What is the convex hull in ROC curve? I'm reading a paper about ROC and PR curves. They mentioned the ROC convex hull but they don't define it or say what it is. Can someone please tell me the meaning of it? What is a convex hull in ROC curve and what does it mean? Is it just the ROC curve?!!
Edit:
from the paper: "In ROC space the convex hull is a crucial idea. Given a set of points in ROC space, the convex hull must meet the following three criteria". So it is a "crucial idea". That's not a definition. It's like saying: a car is important for humans. A car has four wheels and color. But it doesn't say that a car is a vehicle.
 A: After reading the same paper and digging around, I believe that the importance of the convex hull is that it represents the "optimal" classifier, given a set of ROC points.
What does "optimal" mean in this case?
This paper by Scott et. al. "describes a procedure which will create from two existing classifiers a new one whose performance (in terms of its ROC) lies on a line connecting the performance of its two components. This is done by choosing one or other of the classifiers at random and using its result." [1]
So in essence, given a set of ROC points from multiple classifiers, it is possible to construct the "optimal" classifier that lies on the convex hull of all of these ROC points.
[1]: I haven't actually read the paper, I've only read a summary of it here: http://www0.cs.ucl.ac.uk/staff/ucacbbl/roc/
A: The paper gives the following definition, which is pretty much a constructive one:


*

*Linear interpolation is used between adjacent points.  

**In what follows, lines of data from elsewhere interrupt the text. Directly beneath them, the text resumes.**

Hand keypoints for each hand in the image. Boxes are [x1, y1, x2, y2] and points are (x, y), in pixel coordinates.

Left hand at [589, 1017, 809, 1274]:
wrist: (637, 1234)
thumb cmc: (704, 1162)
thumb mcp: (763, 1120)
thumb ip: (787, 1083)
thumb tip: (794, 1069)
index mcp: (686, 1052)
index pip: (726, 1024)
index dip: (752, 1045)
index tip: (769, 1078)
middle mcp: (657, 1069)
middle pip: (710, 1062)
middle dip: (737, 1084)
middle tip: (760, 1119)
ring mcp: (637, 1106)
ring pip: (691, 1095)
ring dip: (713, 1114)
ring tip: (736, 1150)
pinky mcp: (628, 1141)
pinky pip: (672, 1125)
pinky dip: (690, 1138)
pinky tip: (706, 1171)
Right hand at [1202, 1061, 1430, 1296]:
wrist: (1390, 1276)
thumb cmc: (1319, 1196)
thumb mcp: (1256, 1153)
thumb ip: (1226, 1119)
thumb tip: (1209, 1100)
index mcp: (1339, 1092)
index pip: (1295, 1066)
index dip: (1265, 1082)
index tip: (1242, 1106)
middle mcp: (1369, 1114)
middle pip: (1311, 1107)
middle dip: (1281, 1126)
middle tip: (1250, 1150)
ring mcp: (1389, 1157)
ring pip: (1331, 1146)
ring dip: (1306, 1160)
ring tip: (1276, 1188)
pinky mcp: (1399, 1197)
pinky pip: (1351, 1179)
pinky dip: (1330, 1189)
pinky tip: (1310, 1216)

*No point lies above the final curve.  

*For any pair of points used to construct the curve, the line segment connecting them is equal to or below the curve.  


The main problem with this one is it's not a particularly intuitive thing.
So let's look at Wikipedia:

Formally, the convex hull may be defined as the intersection of all convex sets containing X or as the set of all convex combinations of points in X.

This is pretty good, and carries some intuition, but (unless you have experience of convex sets) doesn't really give much of an idea of what it's like.
It also gives the commonly used (and intuitive) "rubber band" explanation of a convex hull:

For instance, when X is a bounded subset of the plane, the convex hull may be visualized as the shape formed by a rubber band stretched around X

This intuitive explanation must be slightly modified for ROC curves, because of the way they're defined - the convex hull of an ROC fulfill the conditions for an ROC. So if we take a stretched "rubber band" which is fixed at (0,0) and (1,1) and the middle is pulled up and to the left so that it sits "outside" (0,1), and release it so that it "catches" on the points, then between (0,0) and (1,1) the rubber band will form the convex hull of the ROC:

Hopefully, now, the intent of the definitions should be clearer.
A: Taking the convex hull of the ROC curve points is just a way of enforcing a constraint that the estimated ROC curve be convex (concave down in this case). It is equivalent to assuming that the distributions of the marker in the cases and in the controls are unimodal. In situations where this assumption is reasonable then imposing the convexity constraint is warranted.